As law enforcement continues to examine transactions between big health care providers and private practices, which may carry an inherent pressure to pay more than market price due to the value of referral volume and ancillary revenue, Townsend said there is another emerging trend regarding private equity.

“Something we weren’t particularly familiar with until the last six months was the role of private equity and third-party financiers in health care. We are seeing there is a lot of pressure by those third-party financiers to have these providers engage in risky behaviors, because the financiers are not in it out of altruism — they want to see a return on the investment,” said Townsend. “We have seen it as part of the Agility Health case that we resolved right here in Grand Rapids. It is important to know it is not just the hospital acquisitions but the increased role of private equity causing these problems.”

The two other areas to highlight for 2015 for potential fraud include laboratory testing and prescription drugs. Prescription drug expenditures in West Michigan total close to $900 million on an annual basis, according to Townsend.

The overall impact of health care fraud essentially taxes everyone due to the increase in costs, but there is a very high rate of return from enforcement efforts, according to Miles.

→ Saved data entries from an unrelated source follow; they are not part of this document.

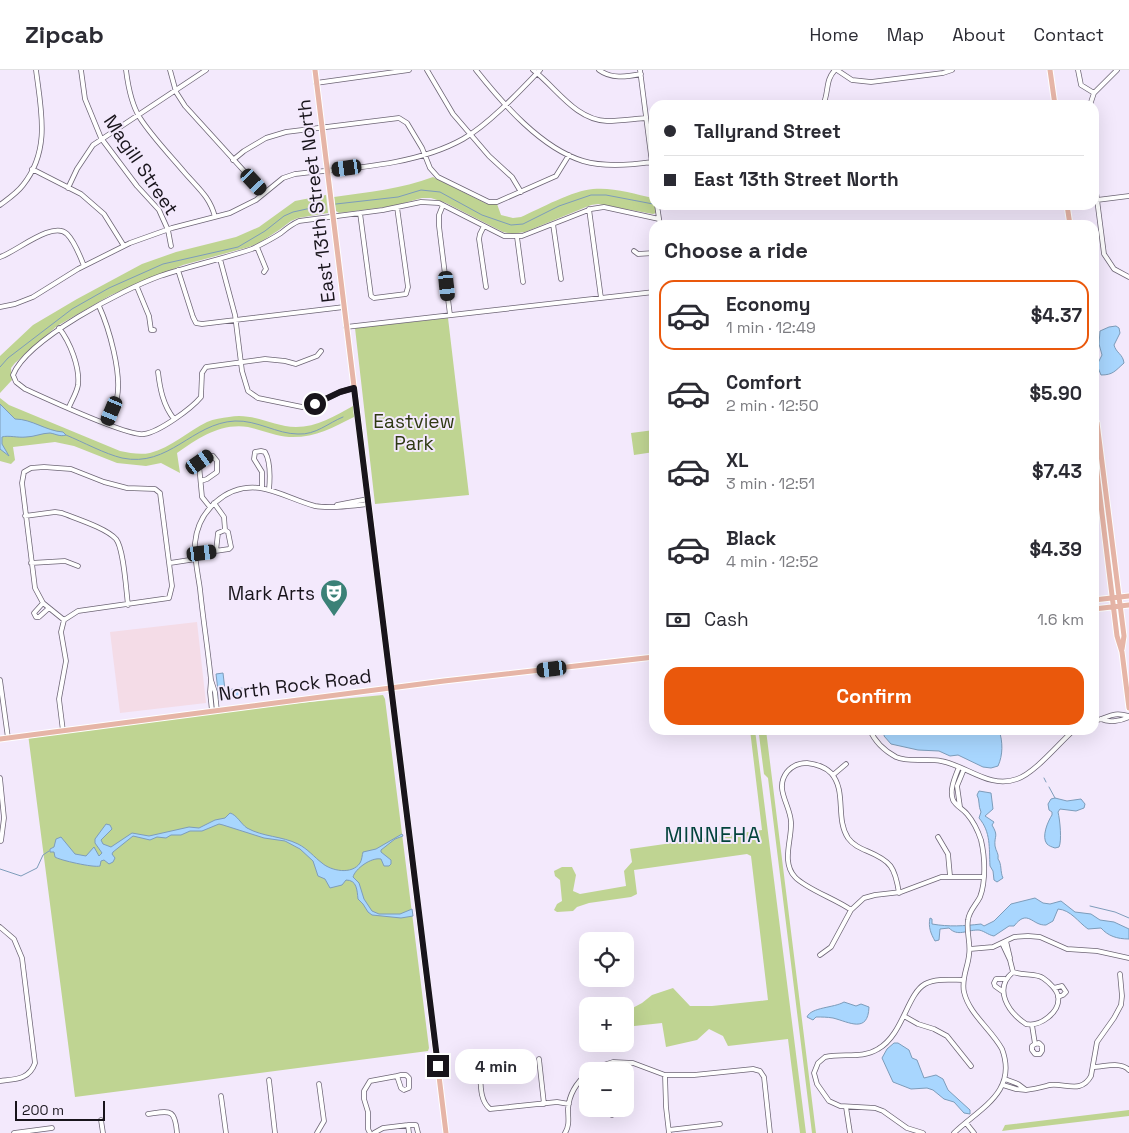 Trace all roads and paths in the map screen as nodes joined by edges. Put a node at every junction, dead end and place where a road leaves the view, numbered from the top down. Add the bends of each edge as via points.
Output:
1 (36, 70) edge
2 (81, 70) edge
3 (126, 70) edge
4 (170, 70) edge
5 (206, 70) edge
6 (314, 70) edge
7 (408, 70) edge
8 (426, 70) edge
9 (476, 70) edge
10 (599, 70) edge
11 (836, 70) edge
12 (952, 70) edge
13 (1050, 70) edge
14 (1078, 70) edge
15 (1117, 70) edge
16 (537, 71) edge
17 (640, 72) edge
18 (316, 83) junction
19 (175, 91) junction
20 (1094, 93) junction
21 (825, 100) edge
22 (1054, 100) edge
23 (1092, 100) edge
24 (505, 104) junction
25 (138, 115) junction
26 (646, 118) junction
27 (321, 127) junction
28 (470, 133) junction
29 (102, 139) junction
30 (649, 140) edge
31 (424, 155) junction
32 (569, 155) junction
33 (233, 160) junction
34 (649, 162) edge
35 (32, 169) junction
36 (327, 170) junction
37 (68, 188) junction
38 (264, 192) junction
39 (521, 192) junction
40 (1129, 196) edge
41 (1099, 200) edge
42 (0, 205) edge
43 (442, 205) junction
44 (398, 207) junction
45 (589, 209) junction
46 (658, 210) edge
47 (1098, 210) edge
48 (360, 213) junction
49 (332, 216) junction
50 (215, 217) junction
51 (659, 219) joint
52 (553, 224) junction
53 (484, 226) junction
54 (168, 230) junction
55 (517, 237) junction
56 (124, 246) junction
57 (171, 246) dead end
58 (257, 247) junction
59 (634, 251) dead end
60 (649, 254) edge
61 (0, 257) edge
62 (220, 259) junction
63 (84, 266) junction
64 (178, 270) junction
65 (264, 272) dead end
66 (1129, 276) edge
67 (561, 279) dead end
68 (523, 282) dead end
69 (137, 287) junction
70 (486, 287) dead end
71 (649, 293) edge
72 (601, 298) junction
73 (99, 306) junction
74 (0, 307) edge
75 (344, 307) junction
76 (450, 315) junction
77 (236, 320) junction
78 (346, 327) junction
79 (60, 328) junction
80 (154, 330) dead end
81 (321, 352) dead end
82 (241, 362) junction
83 (158, 372) dead end
84 (354, 388) junction
85 (68, 407) junction
86 (174, 419) junction
87 (107, 424) junction
88 (1099, 439) edge
89 (201, 481) junction
90 (262, 488) junction
91 (269, 490) junction
92 (1099, 490) edge
93 (368, 501) junction
94 (212, 505) junction
95 (25, 516) junction
96 (225, 530) junction
97 (216, 551) junction
98 (196, 554) junction
99 (196, 559) junction
100 (31, 563) junction
101 (170, 563) junction
102 (78, 566) dead end
103 (1129, 596) edge
104 (1119, 597) junction
105 (1112, 598) junction
106 (1099, 599) edge
107 (43, 603) junction
108 (128, 605) junction
109 (1129, 605) edge
110 (1120, 606) junction
111 (1113, 607) junction
112 (49, 608) junction
113 (1099, 608) edge
114 (64, 620) junction
115 (1122, 652) junction
116 (649, 658) edge
117 (0, 680) edge
118 (392, 688) junction
119 (1129, 708) edge
120 (215, 711) junction
121 (1129, 716) edge
122 (1099, 720) edge
123 (63, 731) junction
124 (874, 735) edge
125 (1069, 735) edge
126 (8, 738) junction
127 (0, 739) edge
128 (846, 764) dead end
129 (962, 768) junction
130 (833, 776) junction
131 (0, 778) edge
132 (938, 837) dead end
133 (1, 841) dead end
134 (950, 876) junction
135 (984, 877) junction
136 (899, 892) junction
137 (851, 910) junction
138 (0, 927) edge
139 (1004, 942) junction
140 (970, 949) junction
141 (820, 955) dead end
142 (1129, 958) edge
143 (1013, 972) junction
144 (1120, 974) dead end
145 (1004, 979) junction
146 (964, 980) junction
147 (1054, 988) junction
148 (1002, 991) junction
149 (1058, 997) junction
150 (904, 1016) junction
151 (1032, 1025) junction
152 (1035, 1044) dead end
153 (539, 1059) dead end
154 (634, 1062) edge
155 (482, 1066) dead end
156 (971, 1066) dead end
157 (1093, 1067) junction
158 (1129, 1070) edge
159 (665, 1075) junction
160 (397, 1076) dead end
161 (1005, 1079) junction
162 (269, 1080) dead end
163 (0, 1081) edge
164 (579, 1082) edge
165 (319, 1084) dead end
166 (1003, 1085) junction
167 (1026, 1090) junction
168 (221, 1096) dead end
169 (544, 1104) junction
170 (569, 1104) junction
171 (846, 1106) junction
172 (148, 1114) dead end
173 (101, 1120) dead end
174 (966, 1123) junction
175 (720, 1124) dead end
176 (408, 1125) junction
177 (52, 1128) dead end
178 (910, 1131) edge
179 (669, 1132) edge
180 (14, 1133) edge
181 (103, 1133) edge
182 (178, 1133) edge
183 (226, 1133) edge
184 (276, 1133) edge
185 (317, 1133) edge
186 (372, 1133) edge
187 (409, 1133) edge
188 (418, 1133) edge
189 (446, 1133) edge
190 (565, 1133) edge
191 (770, 1133) edge
192 (850, 1133) edge
193 (923, 1133) edge
194 (954, 1133) edge
195 (974, 1133) edge

1 - 35 street via 43,125 42,145
2 - 29 street, Magill Street via 85,99
3 - 25 street
4 - 19 street
5 - 19 street
6 - 18 main road, East 13th Street North
7 - 18 street
8 - 28 street via 453,114
9 - 24 street
10 - 17 street via 606,76 626,77
11 - 12 street via 852,80 871,82
11 - 21 street via 828,79
13 - 22 main road
14 - 20 street via 1081,85
15 - 20 street
16 - 24 street
16 - 26 street via 571,105 586,115 605,121
17 - 26 street
18 - 27 main road, East 13th Street North
19 - 25 street
19 - 33 street
20 - 23 street
24 - 28 street
24 - 32 street via 533,131
25 - 29 street
25 - 50 street via 204,194
26 - 30 street
27 - 31 street via 399,118 407,123
27 - 33 street via 266,138
27 - 36 main road, East 13th Street North
28 - 31 street
28 - 39 street via 476,143 512,177
29 - 37 street via 93,145 77,168
29 - 54 street, Magill Street via 159,210
31 - 36 street
31 - 39 street via 438,177 489,202
32 - 34 street via 584,161 623,165
32 - 39 street via 556,176
33 - 38 street
35 - 37 street
35 - 42 street via 24,184
36 - 38 street via 283,178
36 - 49 main road, East 13th Street North
37 - 56 street via 81,194 104,214
38 - 50 street via 256,200
40 - 41 street
43 - 44 street via 421,202
43 - 53 street
43 - 76 street via 439,226
44 - 48 street
44 - 48 street via 408,287 406,294 392,297 371,296
45 - 51 street via 604,207
45 - 52 street
45 - 72 street
46 - 51 street
47 - 66 street via 1104,254 1114,269
48 - 49 street
49 - 58 street via 290,224
49 - 75 main road, East 13th Street North
50 - 54 street
52 - 55 street
52 - 67 street
53 - 55 street via 504,236
53 - 70 street via 479,239
54 - 56 street
54 - 57 street, Magill Street
55 - 68 street
56 - 63 street
58 - 62 street
58 - 65 street via 266,268
59 - 60 street
61 - 63 street via 58,229 67,234
62 - 64 street
62 - 77 street
63 - 74 street via 33,297
64 - 69 street
64 - 77 street via 196,323
69 - 73 street
69 - 80 street via 151,330
71 - 72 street
72 - 76 street
73 - 79 street
73 - 87 street via 110,336 118,386 117,399
75 - 77 street
75 - 78 main road, East 13th Street North
76 - 78 street
77 - 82 street
78 - 84 main road, East 13th Street North
79 - 85 street via 73,352 78,385
79 - 85 street via 26,356 15,370 14,377 25,389
81 - 82 street via 296,364 265,359
82 - 84 street via 248,391 258,398 283,404 302,407
82 - 86 street via 206,367 202,372 201,397
83 - 86 street via 162,399
84 - 93 main road, East 13th Street North
85 - 87 street
86 - 87 street via 142,435
88 - 104 main road
89 - 89 street via 217,472 217,461 213,456 200,462
89 - 94 street via 202,497
90 - 91 street
90 - 91 street via 262,472 254,459 255,452 261,451 265,452 268,460
90 - 94 street via 237,490
91 - 93 street via 317,506 346,507
92 - 105 main road
93 - 118 main road, East 13th Street North
94 - 96 street via 224,516
94 - 98 street via 204,514 197,532
95 - 100 street
95 - 101 street via 22,483 24,472 30,468 71,469 127,488 155,489 160,493
95 - 108 street via 62,513 115,539 121,552
96 - 97 street via 218,533
96 - 97 street via 231,546
97 - 98 street
98 - 99 street
99 - 101 street
99 - 120 street
100 - 102 street via 65,561
100 - 107 street via 35,588
101 - 108 street via 172,586 168,598
103 - 104 main road
104 - 105 main road
104 - 110 main road
105 - 106 main road
105 - 111 main road
107 - 112 street
107 - 112 street via 35,612 36,617
108 - 114 street via 78,611
109 - 110 main road
110 - 111 main road
110 - 115 main road via 1124,636
111 - 113 main road
111 - 115 main road
112 - 114 street
114 - 123 street via 61,632 66,662 59,699
115 - 119 main road
116 - 118 main road, North Rock Road
117 - 126 street
118 - 120 main road, North Rock Road
118 - 189 main road, East 13th Street North
120 - 123 main road, North Rock Road
121 - 122 street via 1104,716
123 - 126 main road, North Rock Road
124 - 129 street via 885,750 903,759 935,760
125 - 129 street via 1026,775 1014,780 988,780
126 - 127 main road, North Rock Road
128 - 130 street
129 - 135 street via 954,779 952,796 979,834
130 - 136 street via 839,788 844,827 849,839 890,864 896,874
130 - 137 street via 820,765 804,763 789,769 783,776 781,789 791,822 788,854 790,868 800,881
131 - 133 street via 4,818
132 - 134 street via 948,854
134 - 135 street
134 - 136 street
135 - 140 street via 979,898 967,923
136 - 137 street via 869,896
137 - 141 street via 831,948
138 - 163 street via 13,938 22,958 35,1064 24,1077
139 - 140 street via 993,948
139 - 142 street via 1021,936 1034,936 1067,949
139 - 143 street
140 - 146 street
143 - 145 street
143 - 147 street via 1042,977
144 - 157 street via 1121,1005 1097,1042
145 - 148 street
145 - 148 street via 996,979 994,983
146 - 150 street via 926,983
146 - 161 street via 964,993 970,1006 1002,1049
147 - 149 street
147 - 149 street via 1065,988 1066,992
148 - 151 street via 1017,1015
149 - 151 street via 1052,1013 1041,1023
150 - 156 street via 947,1036
150 - 171 street via 890,1040 878,1049 863,1055 825,1057 816,1066 815,1078 826,1098 833,1104
151 - 152 street
153 - 169 street
154 - 159 street
155 - 169 street via 482,1100 490,1109
157 - 158 street via 1118,1065
157 - 167 street via 1089,1080 1081,1086 1050,1085
159 - 179 street
159 - 191 street via 694,1075 744,1068 760,1071 766,1085
160 - 186 street via 370,1081 365,1086 368,1129
161 - 166 street
161 - 167 street
162 - 184 street
164 - 170 street
165 - 185 street via 324,1128
166 - 167 street
166 - 174 street via 994,1098
168 - 183 street
169 - 170 street
170 - 190 street via 569,1125
171 - 178 street via 875,1108
171 - 192 street
172 - 182 street via 170,1112 175,1116
173 - 181 street
174 - 194 street
174 - 195 street
175 - 179 street
176 - 186 street
176 - 187 street
176 - 188 street via 416,1125
177 - 180 street
178 - 193 street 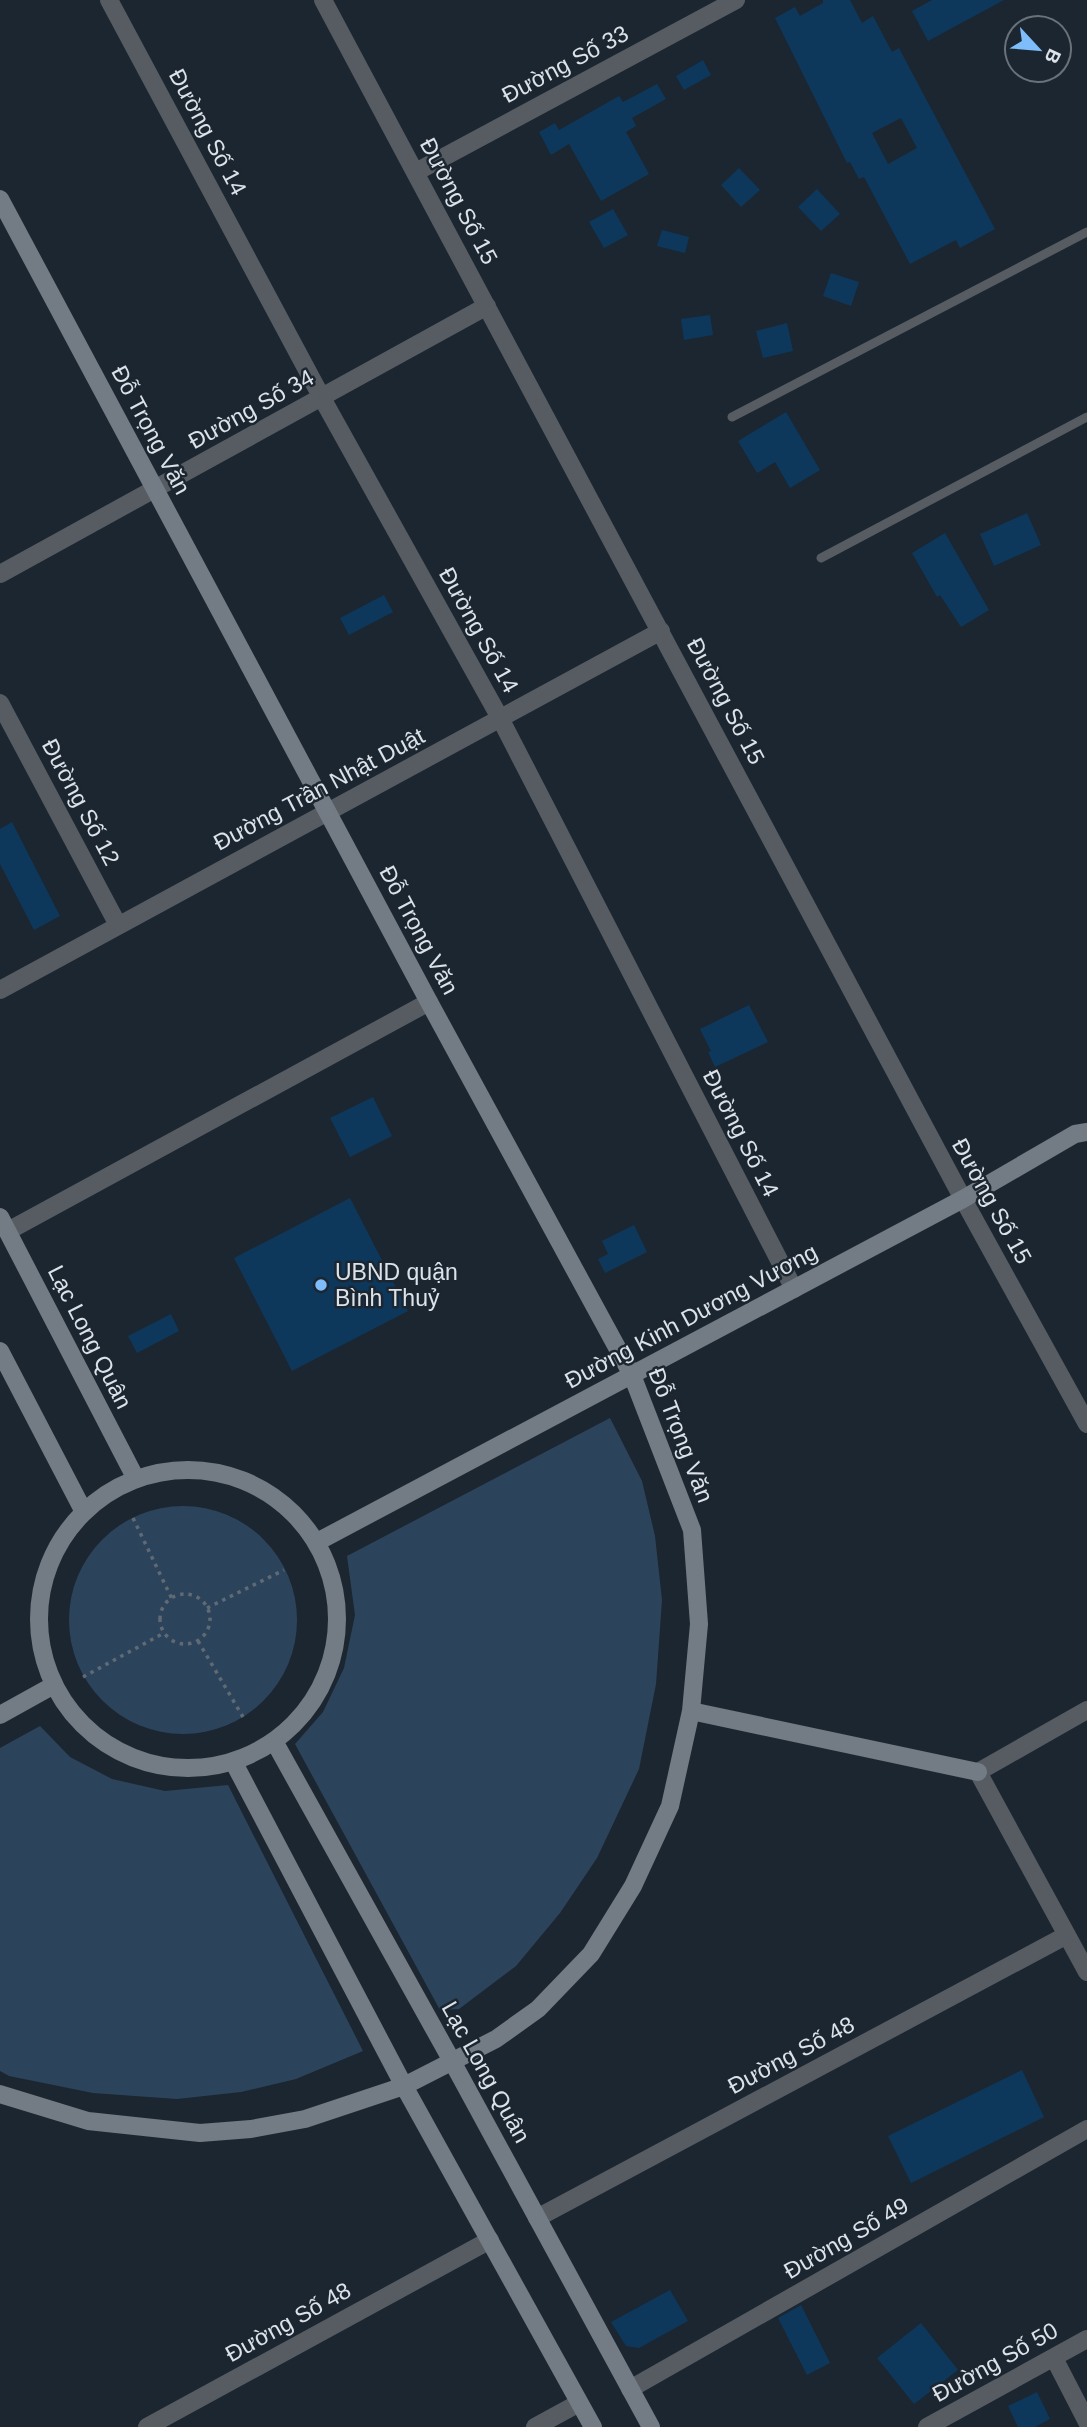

“When you have people essentially stealing money out of the system, the money isn’t going toward effective and necessary care. It is going for unnecessary purposes, services that weren’t provided, for example,” said Miles. “It is money by effective enforcement we can put back into the system. The Department of Justice reported for every one dollar of enforcement expenditures, there is a return of $7.70 and in our district — it might be closer to $8.”